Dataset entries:
============

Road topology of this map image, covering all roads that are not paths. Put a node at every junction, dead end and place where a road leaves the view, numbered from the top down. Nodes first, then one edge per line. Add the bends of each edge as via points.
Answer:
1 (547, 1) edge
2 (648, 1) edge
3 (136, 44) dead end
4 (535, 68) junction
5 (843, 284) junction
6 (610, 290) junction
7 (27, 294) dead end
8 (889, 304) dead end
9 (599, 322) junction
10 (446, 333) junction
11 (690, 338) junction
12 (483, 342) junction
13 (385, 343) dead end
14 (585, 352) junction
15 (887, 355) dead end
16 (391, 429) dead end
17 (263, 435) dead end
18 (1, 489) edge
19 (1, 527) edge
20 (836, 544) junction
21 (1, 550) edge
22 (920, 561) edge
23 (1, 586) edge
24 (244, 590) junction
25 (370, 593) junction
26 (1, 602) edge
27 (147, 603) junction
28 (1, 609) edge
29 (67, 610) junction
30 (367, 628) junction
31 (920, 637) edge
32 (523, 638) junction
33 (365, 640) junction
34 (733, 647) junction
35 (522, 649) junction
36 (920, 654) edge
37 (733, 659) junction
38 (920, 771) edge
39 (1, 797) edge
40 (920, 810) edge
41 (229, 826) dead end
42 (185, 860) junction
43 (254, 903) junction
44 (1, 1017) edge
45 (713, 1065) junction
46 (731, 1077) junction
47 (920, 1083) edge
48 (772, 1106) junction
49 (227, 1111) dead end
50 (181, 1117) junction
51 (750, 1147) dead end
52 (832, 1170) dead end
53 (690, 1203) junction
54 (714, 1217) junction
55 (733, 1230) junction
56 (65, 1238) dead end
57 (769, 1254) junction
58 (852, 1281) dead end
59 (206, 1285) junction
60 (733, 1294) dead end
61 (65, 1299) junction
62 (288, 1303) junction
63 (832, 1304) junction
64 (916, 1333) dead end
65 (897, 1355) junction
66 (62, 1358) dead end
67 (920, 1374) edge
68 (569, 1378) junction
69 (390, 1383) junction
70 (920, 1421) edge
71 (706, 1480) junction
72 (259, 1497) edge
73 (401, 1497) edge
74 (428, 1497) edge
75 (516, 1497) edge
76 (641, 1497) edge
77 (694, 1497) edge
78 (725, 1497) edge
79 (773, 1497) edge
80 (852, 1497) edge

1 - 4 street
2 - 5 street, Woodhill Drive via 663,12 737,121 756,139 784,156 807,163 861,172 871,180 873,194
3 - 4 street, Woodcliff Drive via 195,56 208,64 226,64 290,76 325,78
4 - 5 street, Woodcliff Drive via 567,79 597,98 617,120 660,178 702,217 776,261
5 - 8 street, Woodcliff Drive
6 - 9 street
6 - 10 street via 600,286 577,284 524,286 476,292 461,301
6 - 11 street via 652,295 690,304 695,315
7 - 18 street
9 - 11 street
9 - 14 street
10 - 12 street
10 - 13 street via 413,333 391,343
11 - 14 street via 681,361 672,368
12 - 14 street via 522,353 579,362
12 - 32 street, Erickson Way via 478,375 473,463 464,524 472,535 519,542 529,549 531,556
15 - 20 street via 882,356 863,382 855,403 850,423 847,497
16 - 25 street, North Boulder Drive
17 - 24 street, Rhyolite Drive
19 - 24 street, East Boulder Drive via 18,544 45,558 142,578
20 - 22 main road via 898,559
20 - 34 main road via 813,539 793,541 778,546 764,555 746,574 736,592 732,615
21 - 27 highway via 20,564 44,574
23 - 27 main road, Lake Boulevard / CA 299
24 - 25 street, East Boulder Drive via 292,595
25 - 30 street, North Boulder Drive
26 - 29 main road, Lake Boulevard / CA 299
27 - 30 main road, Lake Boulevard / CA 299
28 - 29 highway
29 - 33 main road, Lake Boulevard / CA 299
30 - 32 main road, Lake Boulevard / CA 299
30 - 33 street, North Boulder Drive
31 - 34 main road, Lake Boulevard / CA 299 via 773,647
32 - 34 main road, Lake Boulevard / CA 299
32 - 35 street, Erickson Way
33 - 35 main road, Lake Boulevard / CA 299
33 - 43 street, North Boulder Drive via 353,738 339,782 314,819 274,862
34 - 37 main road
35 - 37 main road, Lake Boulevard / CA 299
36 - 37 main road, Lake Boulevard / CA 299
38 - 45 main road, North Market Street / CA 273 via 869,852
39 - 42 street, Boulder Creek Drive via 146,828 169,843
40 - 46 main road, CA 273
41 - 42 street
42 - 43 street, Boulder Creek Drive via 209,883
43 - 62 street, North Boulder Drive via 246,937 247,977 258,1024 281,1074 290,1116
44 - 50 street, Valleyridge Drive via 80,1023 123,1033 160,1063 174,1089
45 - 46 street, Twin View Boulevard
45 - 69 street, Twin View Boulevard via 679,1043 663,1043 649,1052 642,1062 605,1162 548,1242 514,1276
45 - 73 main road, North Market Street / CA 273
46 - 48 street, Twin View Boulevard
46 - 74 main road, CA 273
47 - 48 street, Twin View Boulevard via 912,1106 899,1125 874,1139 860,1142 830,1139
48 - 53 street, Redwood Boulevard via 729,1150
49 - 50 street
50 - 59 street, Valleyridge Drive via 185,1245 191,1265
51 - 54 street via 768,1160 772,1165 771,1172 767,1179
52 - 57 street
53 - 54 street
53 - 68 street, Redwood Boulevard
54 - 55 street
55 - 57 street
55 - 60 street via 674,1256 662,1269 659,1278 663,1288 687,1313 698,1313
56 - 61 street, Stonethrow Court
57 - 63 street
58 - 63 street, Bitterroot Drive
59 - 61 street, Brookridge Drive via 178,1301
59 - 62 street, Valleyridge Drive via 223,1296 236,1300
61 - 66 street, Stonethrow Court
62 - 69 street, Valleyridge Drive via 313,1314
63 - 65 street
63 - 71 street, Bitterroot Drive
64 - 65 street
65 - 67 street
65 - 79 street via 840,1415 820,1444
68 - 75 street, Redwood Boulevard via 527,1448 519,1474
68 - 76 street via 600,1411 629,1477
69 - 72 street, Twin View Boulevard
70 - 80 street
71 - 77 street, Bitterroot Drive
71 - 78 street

============

What you will do: Return the data exactly. Include every record.

Response to this task:
Road topology of this map image, covering all roads that are not paths. Put a node at every junction, dead end and place where a road leaves the view, numbered from the top down. Nodes first, then one edge per line. Add the bends of each edge as via points.
Answer:
1 (547, 1) edge
2 (648, 1) edge
3 (136, 44) dead end
4 (535, 68) junction
5 (843, 284) junction
6 (610, 290) junction
7 (27, 294) dead end
8 (889, 304) dead end
9 (599, 322) junction
10 (446, 333) junction
11 (690, 338) junction
12 (483, 342) junction
13 (385, 343) dead end
14 (585, 352) junction
15 (887, 355) dead end
16 (391, 429) dead end
17 (263, 435) dead end
18 (1, 489) edge
19 (1, 527) edge
20 (836, 544) junction
21 (1, 550) edge
22 (920, 561) edge
23 (1, 586) edge
24 (244, 590) junction
25 (370, 593) junction
26 (1, 602) edge
27 (147, 603) junction
28 (1, 609) edge
29 (67, 610) junction
30 (367, 628) junction
31 (920, 637) edge
32 (523, 638) junction
33 (365, 640) junction
34 (733, 647) junction
35 (522, 649) junction
36 (920, 654) edge
37 (733, 659) junction
38 (920, 771) edge
39 (1, 797) edge
40 (920, 810) edge
41 (229, 826) dead end
42 (185, 860) junction
43 (254, 903) junction
44 (1, 1017) edge
45 (713, 1065) junction
46 (731, 1077) junction
47 (920, 1083) edge
48 (772, 1106) junction
49 (227, 1111) dead end
50 (181, 1117) junction
51 (750, 1147) dead end
52 (832, 1170) dead end
53 (690, 1203) junction
54 (714, 1217) junction
55 (733, 1230) junction
56 (65, 1238) dead end
57 (769, 1254) junction
58 (852, 1281) dead end
59 (206, 1285) junction
60 (733, 1294) dead end
61 (65, 1299) junction
62 (288, 1303) junction
63 (832, 1304) junction
64 (916, 1333) dead end
65 (897, 1355) junction
66 (62, 1358) dead end
67 (920, 1374) edge
68 (569, 1378) junction
69 (390, 1383) junction
70 (920, 1421) edge
71 (706, 1480) junction
72 (259, 1497) edge
73 (401, 1497) edge
74 (428, 1497) edge
75 (516, 1497) edge
76 (641, 1497) edge
77 (694, 1497) edge
78 (725, 1497) edge
79 (773, 1497) edge
80 (852, 1497) edge

1 - 4 street
2 - 5 street, Woodhill Drive via 663,12 737,121 756,139 784,156 807,163 861,172 871,180 873,194
3 - 4 street, Woodcliff Drive via 195,56 208,64 226,64 290,76 325,78
4 - 5 street, Woodcliff Drive via 567,79 597,98 617,120 660,178 702,217 776,261
5 - 8 street, Woodcliff Drive
6 - 9 street
6 - 10 street via 600,286 577,284 524,286 476,292 461,301
6 - 11 street via 652,295 690,304 695,315
7 - 18 street
9 - 11 street
9 - 14 street
10 - 12 street
10 - 13 street via 413,333 391,343
11 - 14 street via 681,361 672,368
12 - 14 street via 522,353 579,362
12 - 32 street, Erickson Way via 478,375 473,463 464,524 472,535 519,542 529,549 531,556
15 - 20 street via 882,356 863,382 855,403 850,423 847,497
16 - 25 street, North Boulder Drive
17 - 24 street, Rhyolite Drive
19 - 24 street, East Boulder Drive via 18,544 45,558 142,578
20 - 22 main road via 898,559
20 - 34 main road via 813,539 793,541 778,546 764,555 746,574 736,592 732,615
21 - 27 highway via 20,564 44,574
23 - 27 main road, Lake Boulevard / CA 299
24 - 25 street, East Boulder Drive via 292,595
25 - 30 street, North Boulder Drive
26 - 29 main road, Lake Boulevard / CA 299
27 - 30 main road, Lake Boulevard / CA 299
28 - 29 highway
29 - 33 main road, Lake Boulevard / CA 299
30 - 32 main road, Lake Boulevard / CA 299
30 - 33 street, North Boulder Drive
31 - 34 main road, Lake Boulevard / CA 299 via 773,647
32 - 34 main road, Lake Boulevard / CA 299
32 - 35 street, Erickson Way
33 - 35 main road, Lake Boulevard / CA 299
33 - 43 street, North Boulder Drive via 353,738 339,782 314,819 274,862
34 - 37 main road
35 - 37 main road, Lake Boulevard / CA 299
36 - 37 main road, Lake Boulevard / CA 299
38 - 45 main road, North Market Street / CA 273 via 869,852
39 - 42 street, Boulder Creek Drive via 146,828 169,843
40 - 46 main road, CA 273
41 - 42 street
42 - 43 street, Boulder Creek Drive via 209,883
43 - 62 street, North Boulder Drive via 246,937 247,977 258,1024 281,1074 290,1116
44 - 50 street, Valleyridge Drive via 80,1023 123,1033 160,1063 174,1089
45 - 46 street, Twin View Boulevard
45 - 69 street, Twin View Boulevard via 679,1043 663,1043 649,1052 642,1062 605,1162 548,1242 514,1276
45 - 73 main road, North Market Street / CA 273
46 - 48 street, Twin View Boulevard
46 - 74 main road, CA 273
47 - 48 street, Twin View Boulevard via 912,1106 899,1125 874,1139 860,1142 830,1139
48 - 53 street, Redwood Boulevard via 729,1150
49 - 50 street
50 - 59 street, Valleyridge Drive via 185,1245 191,1265
51 - 54 street via 768,1160 772,1165 771,1172 767,1179
52 - 57 street
53 - 54 street
53 - 68 street, Redwood Boulevard
54 - 55 street
55 - 57 street
55 - 60 street via 674,1256 662,1269 659,1278 663,1288 687,1313 698,1313
56 - 61 street, Stonethrow Court
57 - 63 street
58 - 63 street, Bitterroot Drive
59 - 61 street, Brookridge Drive via 178,1301
59 - 62 street, Valleyridge Drive via 223,1296 236,1300
61 - 66 street, Stonethrow Court
62 - 69 street, Valleyridge Drive via 313,1314
63 - 65 street
63 - 71 street, Bitterroot Drive
64 - 65 street
65 - 67 street
65 - 79 street via 840,1415 820,1444
68 - 75 street, Redwood Boulevard via 527,1448 519,1474
68 - 76 street via 600,1411 629,1477
69 - 72 street, Twin View Boulevard
70 - 80 street
71 - 77 street, Bitterroot Drive
71 - 78 street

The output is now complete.